Claim Let $L$ be a $g$-ample line bundle on $Y$. Then $g_*(E\otimes L^{-m}) = 0$, but $Rg_*(E\otimes L^{-m})\neq 0$ for $m\gg 0$.
(Here $Rg_*$ stands for the total push-forward and this statement is equivalent to saying that there exists an $i$ such that $R^ig_*(E\otimes L^{-m})\neq 0$).

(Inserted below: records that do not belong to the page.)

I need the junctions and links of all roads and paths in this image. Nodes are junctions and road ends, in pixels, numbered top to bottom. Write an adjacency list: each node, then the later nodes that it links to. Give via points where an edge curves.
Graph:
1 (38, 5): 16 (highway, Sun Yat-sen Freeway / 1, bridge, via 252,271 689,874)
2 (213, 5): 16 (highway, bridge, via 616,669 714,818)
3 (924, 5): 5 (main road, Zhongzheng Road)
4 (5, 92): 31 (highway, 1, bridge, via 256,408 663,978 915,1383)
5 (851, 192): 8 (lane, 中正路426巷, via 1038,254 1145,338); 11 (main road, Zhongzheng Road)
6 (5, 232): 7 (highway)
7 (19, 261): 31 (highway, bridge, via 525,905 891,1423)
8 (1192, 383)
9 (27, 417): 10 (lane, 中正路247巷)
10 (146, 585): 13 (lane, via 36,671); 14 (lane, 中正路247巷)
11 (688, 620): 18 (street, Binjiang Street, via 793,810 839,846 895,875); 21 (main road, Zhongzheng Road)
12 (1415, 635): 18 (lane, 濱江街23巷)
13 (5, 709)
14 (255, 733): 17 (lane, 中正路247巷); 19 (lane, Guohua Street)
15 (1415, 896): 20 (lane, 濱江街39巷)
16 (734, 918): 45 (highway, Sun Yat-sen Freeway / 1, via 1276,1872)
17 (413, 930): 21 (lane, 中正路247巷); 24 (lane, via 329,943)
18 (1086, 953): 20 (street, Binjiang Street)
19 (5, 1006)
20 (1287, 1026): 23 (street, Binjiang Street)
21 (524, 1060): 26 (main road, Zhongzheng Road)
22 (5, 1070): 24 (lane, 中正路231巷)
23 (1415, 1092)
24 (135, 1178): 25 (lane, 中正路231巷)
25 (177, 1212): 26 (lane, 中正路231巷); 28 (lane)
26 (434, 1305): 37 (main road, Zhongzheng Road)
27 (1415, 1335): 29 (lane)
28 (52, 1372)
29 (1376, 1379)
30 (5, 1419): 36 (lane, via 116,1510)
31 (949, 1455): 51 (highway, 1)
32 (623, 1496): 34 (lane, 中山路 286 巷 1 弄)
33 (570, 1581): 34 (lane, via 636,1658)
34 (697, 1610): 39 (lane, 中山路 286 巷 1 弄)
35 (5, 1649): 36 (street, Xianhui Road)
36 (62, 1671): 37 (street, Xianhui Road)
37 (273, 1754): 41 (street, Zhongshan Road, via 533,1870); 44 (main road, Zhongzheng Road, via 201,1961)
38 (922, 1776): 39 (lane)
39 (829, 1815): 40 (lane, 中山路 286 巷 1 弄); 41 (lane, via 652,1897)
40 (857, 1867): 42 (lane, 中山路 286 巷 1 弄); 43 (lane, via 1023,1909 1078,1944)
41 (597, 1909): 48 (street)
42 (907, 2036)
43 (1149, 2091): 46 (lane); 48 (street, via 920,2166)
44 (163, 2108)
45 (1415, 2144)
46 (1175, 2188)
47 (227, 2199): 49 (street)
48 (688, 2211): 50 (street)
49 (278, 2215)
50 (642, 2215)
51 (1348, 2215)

Proof The first claim is obvious, we can "kill" every section in $E$ by "dividing" with sections of $L$ enough times. The second one is relatively easy using Grothendieck duality and observing that $g_*(F\otimes L^m)\neq 0$ for $m\gg 0$ and any $F$ (and you just have to use an appropriate $F$ that comes from GD). I am sure this can be proved by alternative means. $\square$
So, now take $N=L^m$ such that $g_*(E\otimes N^{-1}) = 0$ and $Rg_*(E\otimes N^{-1})\neq 0$. By the assumption that $R^ig_*(E\otimes N)=0$ for all $i>1$ it follows that $R^1g_*(E\otimes N)\neq 0$. We may assume that $N^2$ is very ample and choose a general section $s\in H^0(Y,N^2)$. Let $\mathscr A=\mathscr O_Y\oplus N^{-1}$ and make it an $\mathscr O_Y$ algebra using $s$ to "wrap back" from $N^{-2}$ to $\mathscr O_Y$ as usual. Finally, let $X=\mathrm{Spec}_Y\mathscr A$ and $f$ the associated morphism. From the construction it is clear that $f$ is flat and finite of degree $2$. Again by the construction $f_*\mathscr O_X\simeq \mathscr A$ and then by the above, $R^1g_*(E\otimes f_*\mathscr O_X)\neq 0$.